Pseudochorthippus curtipennis (Harris, 1835) - Marsh Meadow Grasshopper



Male

Female
Taxonomy
Family: Acrididae Subfamily: Gomphocerinae Tribe: GomphoceriniSynonym: Chorthippus curtipennis                                                                                 
Comments: Previously considered to belong to Chorthippus, a very large Palearctic genus. Reclassified as Pseudochorthippus by Defaut in 2012 (see Cigliano et al., 2018), which itself is a primarily Palearctic species; only P. curtipennis occurs in the New World.
Species Status: Two subspecies have been described, with only the nominate form found outside coastal California (see Otte, 1981)
Identification
Field Guide Descriptions: Capinera et al. (2004)Online Photographs: BugGuide (as Chorthippus); OSF (specimens of P. c. curtipennis)Technical Description, Adults/Nymphs: Blatchley (1920); Otte (1981)                                                                                  
Comments: A slender, medium-small grasshopper.
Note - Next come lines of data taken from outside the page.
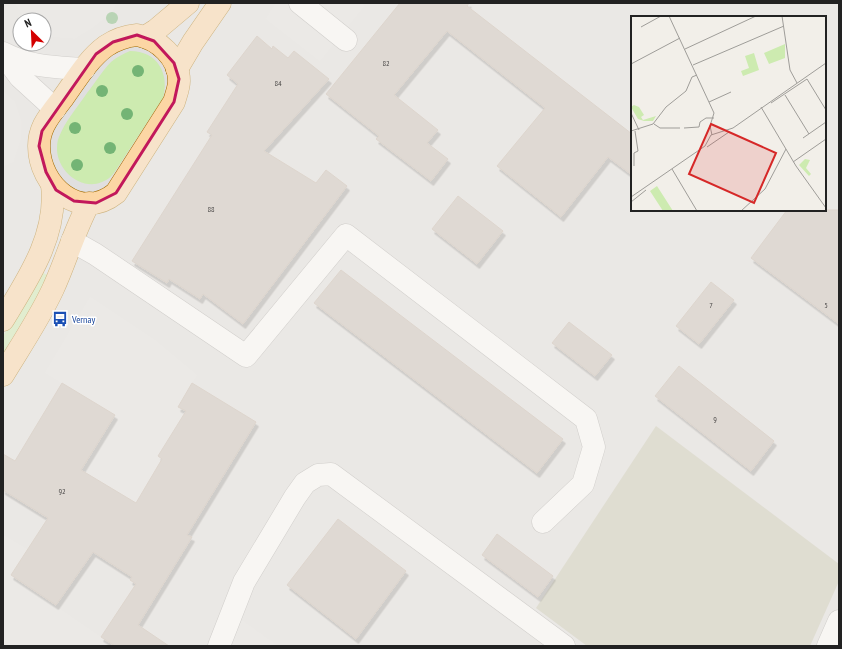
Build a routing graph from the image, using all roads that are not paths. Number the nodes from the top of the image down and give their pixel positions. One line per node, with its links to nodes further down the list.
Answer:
1 (188, 3): 4 (main road)
2 (220, 3): 8 (main road)
3 (300, 3): 5 (street)
4 (146, 37): 7 (main road); 8 (main road)
5 (346, 40)
6 (3, 53): 7 (street); 9 (street)
7 (84, 68): 9 (main road)
8 (177, 69): 11 (main road)
9 (55, 108): 10 (main road)
10 (52, 185): 11 (main road); 13 (main road)
11 (89, 204): 12 (main road)
12 (72, 241): 14 (main road); 15 (street)
13 (3, 320)
14 (3, 375)
15 (543, 522)
16 (839, 621): 19 (street)
17 (219, 646): 18 (street)
18 (564, 646)
19 (828, 646)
Marked with green and brown on the head and thorax, but with the pattern highly variable in both sexes. The abdomen is usually strongly banded with black and yellow but the tegmina and hind femora are unmarked except for the knees, which are black. Tegmina are uniformly pale brown or yellow (Blatchley, 1920; Otte, 1981). Orphulella species are similar in size and color but do not have solidly black hind knees and their tegmina are usually spotted on the sides.
Total Length [body plus wings; excludes ovipositor]: 13-15 mm, males; 15-24 mm, females (Blatchley, 1920)
Structural Features: Antennae are flattened at the base and are longer than the head and pronotum in the males but roughly equal in the females (Blatchley, 1920). Wing length is variable, with both long- and short-winged forms in both sexes but usually longer in the males (Blatchley, 1920; Otte, 1981))
Structural photos
Singing Behavior: Males stridulate. Piers (cited by Blatchley, 1920) describes the song as a lisping "thru, thru, thru"
Nymphal Stages and Development: Nymphs of Western populations are described and illustrated by Brust et al. (2014)
Distribution in North Carolina
County Map: Clicking on a county returns the records for the species in that county.
Flight Dates:
 High Mountains (HM) ≥ 4,000 ft.
 Low Mountains (LM) < 4,000 ft.
 Piedmont (Pd)
 Coastal Plain (CP)

Click on graph to enlarge
Habitats and Life History
Habitats: Our records come from open, grassy habitats, including from fairly dry ridges
Diet: Feeds on grasses and sedges (Brust et al., 2014)
Observation Methods: Best found by walking through its habitat and flushing individuals into making short jumps.
Abundance/Frequency: Populations can be extremely dense locally
Adult Phenology: Adults mature in July and persist until October
Status in North Carolina
Natural Heritage Program Status:
Natural Heritage Program Ranks: G5 [S4S5]
State Protection: Has no legal protection, although permits are required to collect it on state parks and other public lands.
Comments: This species appears to have a restricted distribution in the state but is not restricted in terms of habitat types. Although its overall range in North Carolina needs to be documented, its locallly abundant populations appear to be reasonably secure within the state.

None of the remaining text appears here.